Lance Klusener used his bat as a pretty blunt, but extremely effective, tool during his playing days and it looks as if he will bring the same straightforward approach to his stint as the Proteas batting coach.
The left-handed batsman, the hero of South Africa’s 1999 World Cup run into the semifinals, will initially be consulting with the national team for just the three T20s that start their tour of India, for which they leave on Friday.
But he believes he can make an impact and said it would be “wonderful to be involved” beyond that.
“I’ve been watching as a fan with my kids, it’s been eight years since I’ve been involved with the Proteas, and although it’s hard commenting from the outside, what I see as missing is intensity. Something just doesn’t look right when the batsmen are at the crease, they need to have a presence at the crease, good body language.

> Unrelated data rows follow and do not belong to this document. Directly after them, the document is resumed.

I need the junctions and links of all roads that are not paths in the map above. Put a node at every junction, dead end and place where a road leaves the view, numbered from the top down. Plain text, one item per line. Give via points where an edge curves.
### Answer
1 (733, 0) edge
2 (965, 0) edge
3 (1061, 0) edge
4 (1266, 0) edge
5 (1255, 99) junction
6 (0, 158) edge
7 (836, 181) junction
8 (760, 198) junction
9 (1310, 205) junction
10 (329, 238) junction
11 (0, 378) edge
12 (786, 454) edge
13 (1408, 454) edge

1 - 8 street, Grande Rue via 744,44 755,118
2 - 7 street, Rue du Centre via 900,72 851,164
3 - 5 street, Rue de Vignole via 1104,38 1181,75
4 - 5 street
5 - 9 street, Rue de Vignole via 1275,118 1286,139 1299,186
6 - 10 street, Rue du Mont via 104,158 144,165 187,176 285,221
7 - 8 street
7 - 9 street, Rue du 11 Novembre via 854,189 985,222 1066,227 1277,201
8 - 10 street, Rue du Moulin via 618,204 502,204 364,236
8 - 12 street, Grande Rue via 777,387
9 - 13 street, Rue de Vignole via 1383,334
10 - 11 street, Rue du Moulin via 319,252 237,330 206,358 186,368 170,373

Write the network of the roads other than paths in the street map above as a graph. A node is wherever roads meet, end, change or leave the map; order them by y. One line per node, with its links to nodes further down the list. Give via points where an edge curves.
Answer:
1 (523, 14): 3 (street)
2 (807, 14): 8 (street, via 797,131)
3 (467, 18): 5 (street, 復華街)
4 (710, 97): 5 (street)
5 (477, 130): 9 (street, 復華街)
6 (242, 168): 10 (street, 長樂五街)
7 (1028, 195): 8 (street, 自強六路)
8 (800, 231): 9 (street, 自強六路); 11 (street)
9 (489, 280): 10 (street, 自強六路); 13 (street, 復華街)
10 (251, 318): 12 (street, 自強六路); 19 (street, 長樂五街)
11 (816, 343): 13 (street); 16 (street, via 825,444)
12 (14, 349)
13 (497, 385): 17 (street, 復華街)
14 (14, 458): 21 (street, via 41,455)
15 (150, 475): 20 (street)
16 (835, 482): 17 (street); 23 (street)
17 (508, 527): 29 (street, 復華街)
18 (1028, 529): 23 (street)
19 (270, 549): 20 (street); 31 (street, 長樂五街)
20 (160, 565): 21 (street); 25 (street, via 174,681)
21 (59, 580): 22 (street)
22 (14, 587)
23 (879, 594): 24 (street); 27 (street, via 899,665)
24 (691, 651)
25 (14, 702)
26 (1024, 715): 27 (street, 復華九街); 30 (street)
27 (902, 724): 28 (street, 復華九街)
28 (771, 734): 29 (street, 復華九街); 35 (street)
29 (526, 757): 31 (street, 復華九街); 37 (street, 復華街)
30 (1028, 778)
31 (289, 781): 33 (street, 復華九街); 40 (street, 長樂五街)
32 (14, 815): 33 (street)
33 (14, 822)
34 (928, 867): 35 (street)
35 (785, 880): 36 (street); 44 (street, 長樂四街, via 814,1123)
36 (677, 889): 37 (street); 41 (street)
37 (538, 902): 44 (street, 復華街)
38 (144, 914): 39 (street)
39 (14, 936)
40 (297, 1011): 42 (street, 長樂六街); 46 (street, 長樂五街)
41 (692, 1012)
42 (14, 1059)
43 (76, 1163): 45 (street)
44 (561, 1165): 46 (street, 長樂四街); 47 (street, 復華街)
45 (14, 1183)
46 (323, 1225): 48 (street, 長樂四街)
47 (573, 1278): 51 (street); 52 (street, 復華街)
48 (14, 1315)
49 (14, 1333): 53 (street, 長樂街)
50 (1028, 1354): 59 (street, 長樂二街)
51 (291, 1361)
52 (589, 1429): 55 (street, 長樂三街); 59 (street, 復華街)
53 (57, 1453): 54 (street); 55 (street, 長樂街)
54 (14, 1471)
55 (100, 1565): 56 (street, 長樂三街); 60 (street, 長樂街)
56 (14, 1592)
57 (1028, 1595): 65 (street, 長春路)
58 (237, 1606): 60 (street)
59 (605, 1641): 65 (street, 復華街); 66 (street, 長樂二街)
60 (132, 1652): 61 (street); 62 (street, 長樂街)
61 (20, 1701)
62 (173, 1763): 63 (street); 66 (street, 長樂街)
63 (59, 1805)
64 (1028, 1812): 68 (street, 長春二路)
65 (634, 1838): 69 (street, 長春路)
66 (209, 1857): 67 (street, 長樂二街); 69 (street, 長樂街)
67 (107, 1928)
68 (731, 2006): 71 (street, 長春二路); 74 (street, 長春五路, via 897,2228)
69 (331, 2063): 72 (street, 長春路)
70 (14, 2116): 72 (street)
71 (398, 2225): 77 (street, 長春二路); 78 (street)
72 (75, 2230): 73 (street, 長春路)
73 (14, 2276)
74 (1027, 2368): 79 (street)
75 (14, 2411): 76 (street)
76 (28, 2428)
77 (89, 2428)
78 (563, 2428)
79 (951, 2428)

“Hopefully I can bring some fresh ideas because I believe that if you do the same things then you’re going to get the same results. The higher the level you’re coaching at, the more mental it becomes: the batsmen can all defend and hit fours and sixes, it’s all about being in the right space and having better plans. There might be one or technical things that creep in, but that’s not the focus – as a batsman you must trust yourself,” Klusener said at the Tshwane University of Technology on Wednesday, where the Proteas trained.
Klusener, who was a famously potent finisher in white-ball cricket but also took eight for 64 with the ball on his Test debut in Kolkata in 1996/97, really wants to drive the belief in the squad, who certainly took a blow to their confidence at the World Cup and have lost stalwarts such as Dale Steyn, Hashim Amla and JP Duminy.
“David Miller, Andile Phehlukwayo, who I fetched out of Glenwood High School before his matric exams to play for the Dolphins in the Champions League in 2014, and Dwaine Pretorius, why can’t they do that tomorrow? I need to get to the bottom of that, but most of it is they have to believe they can do it. We can’t hide behind statements like we are growing, that’s just an excuse.
“I don’t like it when people say the team is young or rebuilding. The national team is not a finishing school and we need to win matches, that’s what the public demands. I hate all this talk about learning and developing. It’s fine to lose on any given day against a good team, that happens in cricket, but it’s the way you lose that matters and that hasn’t been great lately,” Klusener said matter-of-factly.